Wireless VR, for instance, is already here -- TPCast's wireless HTC Vive adapter shipped earlier this year, untethering VR users from their PCs with without introducing any perceptible lag. Now the company is taking it to the next level by introducing an upgraded adapter designed specifically for multi-user applications. The TPCast "Business Edition" is designed to enable wireless, multiplayer virtual reality play. It's a small tweak to an already existing technology, but it opens up new possibilities, and gives more freedom to users collaborating in a VR environment to also interact with the physical world around them without worrying about tripping over each other's headset cords.

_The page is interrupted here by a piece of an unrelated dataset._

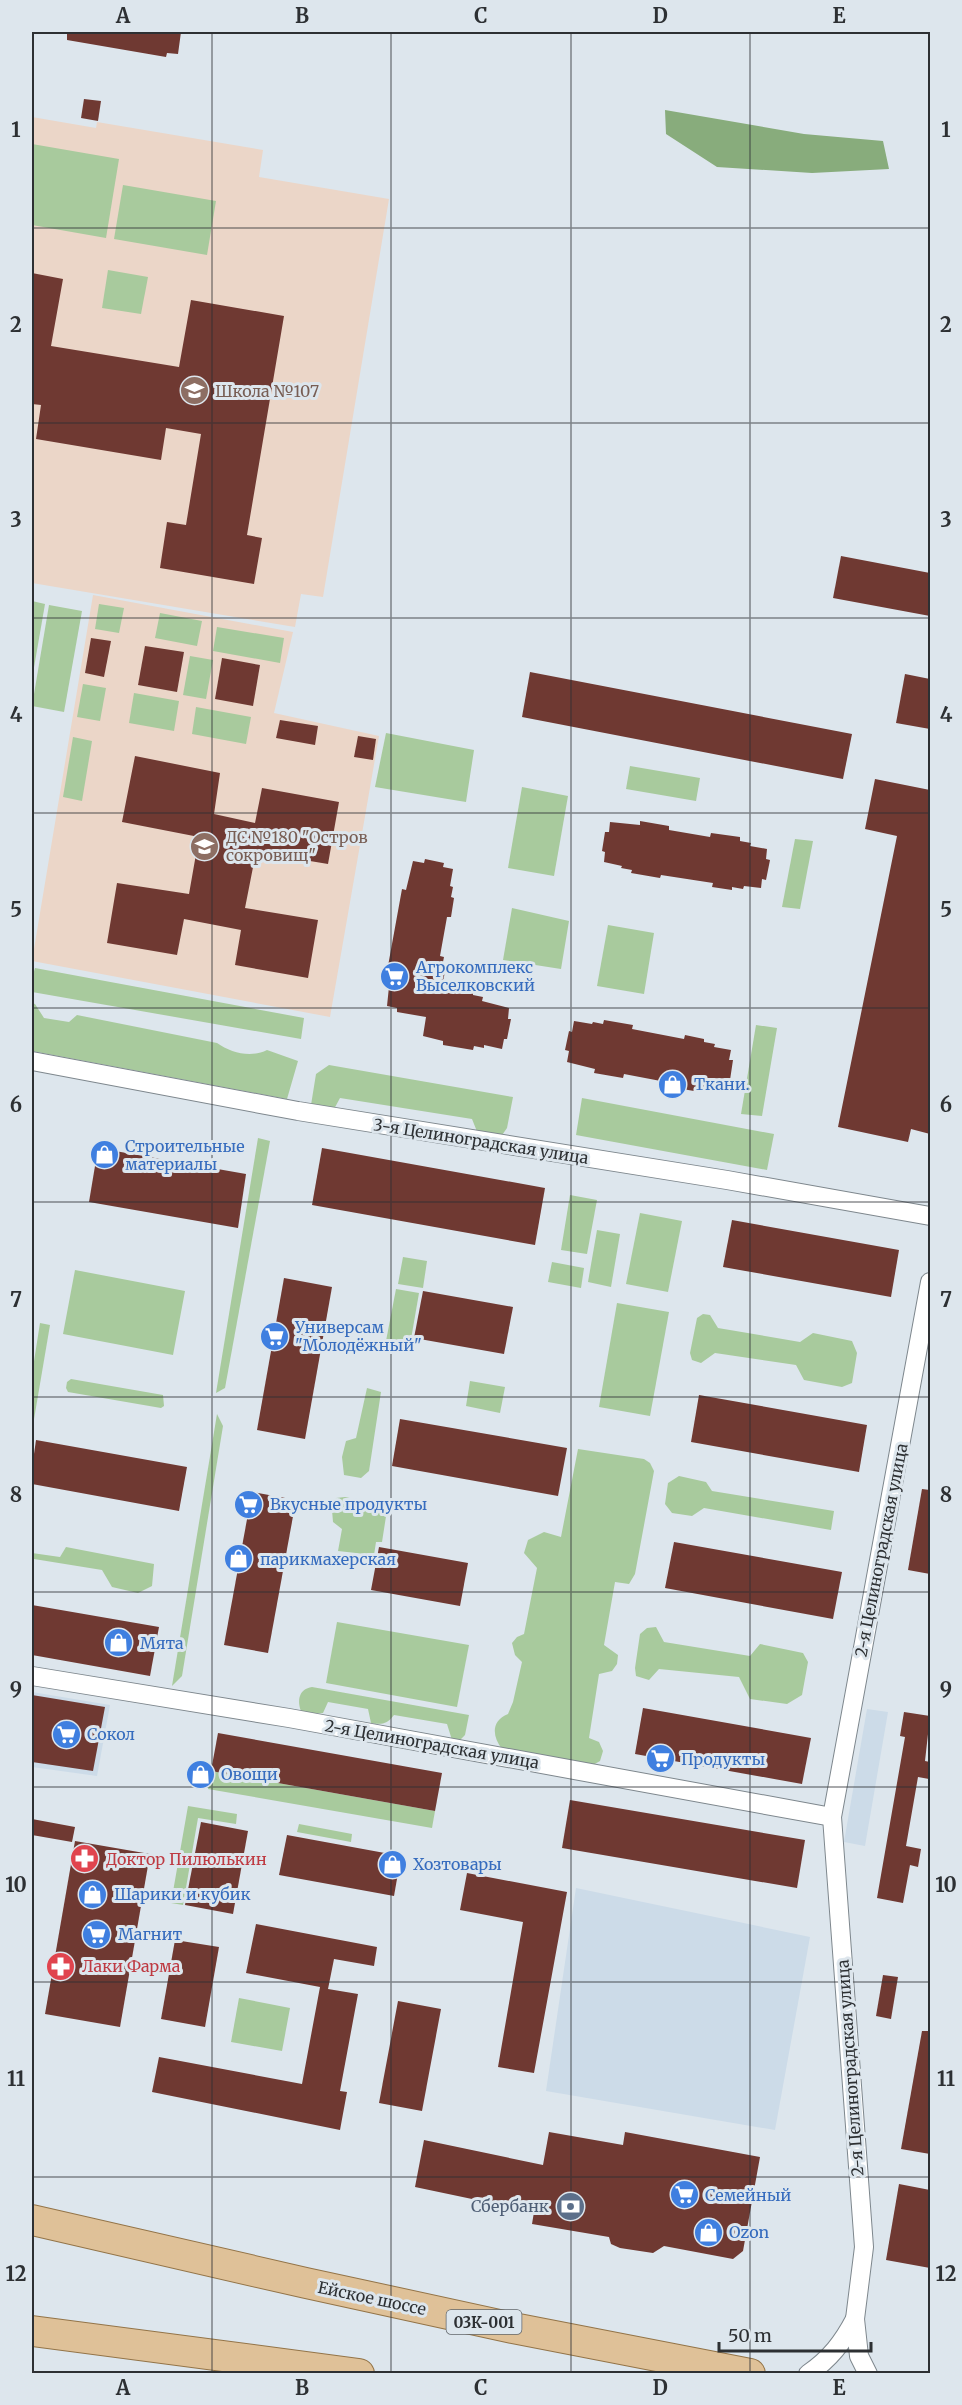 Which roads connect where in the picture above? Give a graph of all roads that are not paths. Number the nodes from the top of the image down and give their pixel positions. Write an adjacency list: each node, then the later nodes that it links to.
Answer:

Having less physical barriers in the way of the virtual environment makes in-person social interaction a little easier, but other members of the VRCA are focused on merging the social spaces of disparate digital worlds -- specifically, social network integration. Partnering with WeChat, one of China's most popular social platforms, ObEN is building an AI-driven virtual environment that allows VR users to seamlessly interact with WeChat users on mobile.
Right now, that consists of creating a system that can make a realistic avatar from a selfie and using smart speech to text programs to make sure a user in a VR headset can respond to text conversations without picking up a keyboard. The company says it's also working on an app that will allow WeChat mobile users to control an avatar in the VR world without wearing an actual headset, significantly lowering the barrier to entry for VR social experiences.
7Invensun's aGlass eye-tracking upgrade kit was the most impressive VR add-on we saw at the meeting -- both as a potential means for improving social VR and as a basic, quality of life feature. The aGlass kit consists of a pair of sensor rings that fit over the HTC Vive's lenses that, after some calibration, keep track of where the user is looking at all times. Compatible software can use the data to create more life-like avatars that can actually look other players in the eye, enabling more intimate social experiences. More importantly, the technology has the potential to lower the bar for VR-ready PC hardware by enabling foveated rendering -- a graphics technique that improves performance by only rendering the areas the user is actively looking at in high quality.
In practice, this means that parts of a VR experience in the user's peripheral vision are given less processing power. In a short demo shown to Engadget, the technology was able to improve framerates on a low-end machine from 45fps in VR to 90fps. Better still, because the trick exploits the flaws of human vision, the visual difference to the user is almost imperceptible.
The technology on display at the VRVCA meeting is all still under development, but staff on hand told us most of it is due out sometime later this year as upgrades for existing HTC Vive users. Today, their applications and demos may be limited, but each piece of technology shined with potential. Unfortunately, Vive staff couldn't say if any of the showcased technology would find its way to an upgraded consumer headset in the near future.